Collected data entries
__________________________________________________
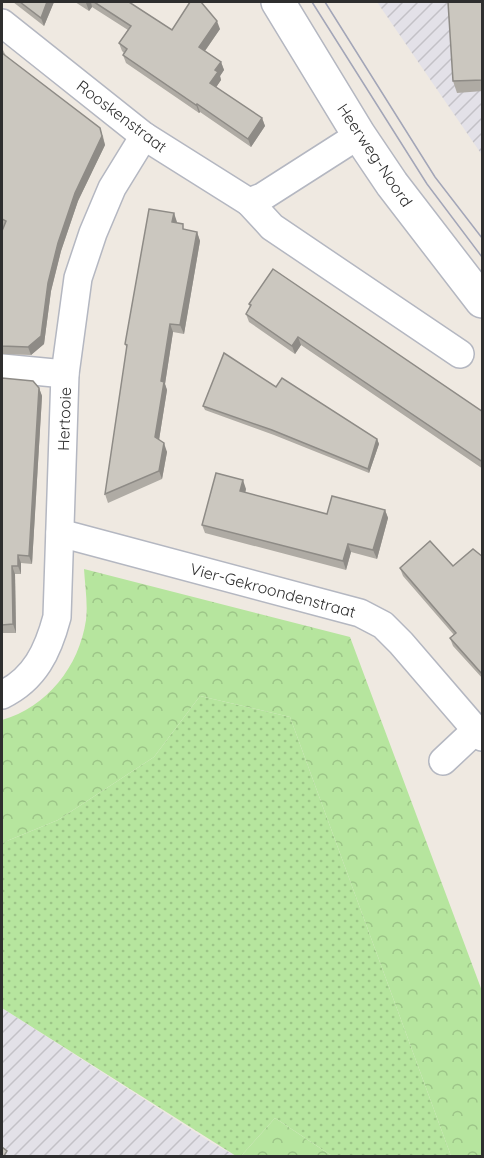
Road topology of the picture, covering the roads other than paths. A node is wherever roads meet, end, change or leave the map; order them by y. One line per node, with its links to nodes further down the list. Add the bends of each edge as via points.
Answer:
1 (278, 2): 3 (street, Heerweg-Noord)
2 (2, 23): 4 (street, Rooskenstraat)
3 (358, 135): 5 (street); 6 (street, Heerweg-Noord)
4 (144, 136): 5 (street, Rooskenstraat); 9 (street, Hertooie, via 112,188 78,278)
5 (249, 202): 7 (street, Rooskenstraat, via 272,227)
6 (483, 301)
7 (460, 354)
8 (2, 368): 9 (street)
9 (65, 374): 10 (street, Hertooie)
10 (60, 534): 11 (street, Hertooie, via 57,617 51,643 38,667 16,688); 12 (street, Vier-Gekroondenstraat, via 360,613 383,625 401,643)
11 (2, 695)
12 (479, 733): 13 (street, Vier-Gekroondenstraat)
13 (443, 761)

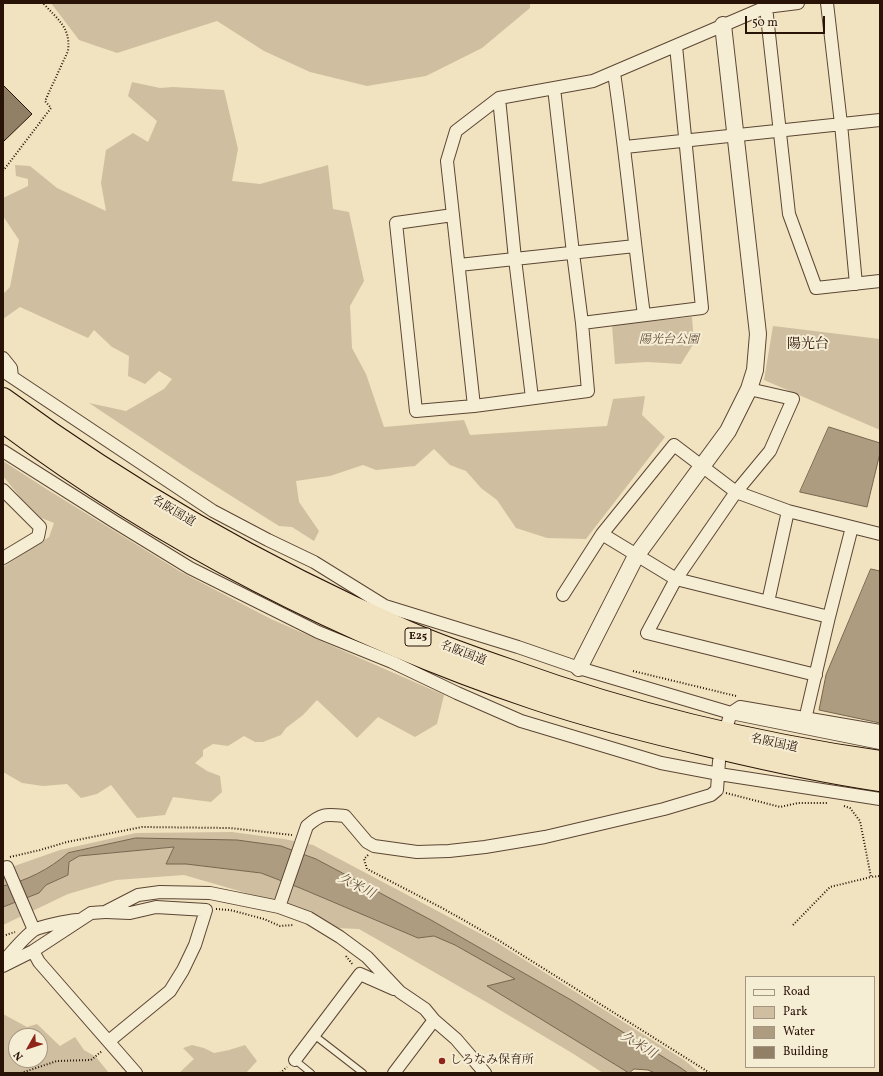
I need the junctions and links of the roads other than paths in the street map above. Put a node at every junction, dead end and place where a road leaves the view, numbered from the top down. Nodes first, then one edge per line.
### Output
__________________________________________________
* What needs to be done
Give exactly the lines from the one with "I need the junctions" to the end of the entries, nothing before them.

* Answer to this task
I need the junctions and links of the roads other than paths in the street map above. Put a node at every junction, dead end and place where a road leaves the view, numbered from the top down. Nodes first, then one edge per line.
### Output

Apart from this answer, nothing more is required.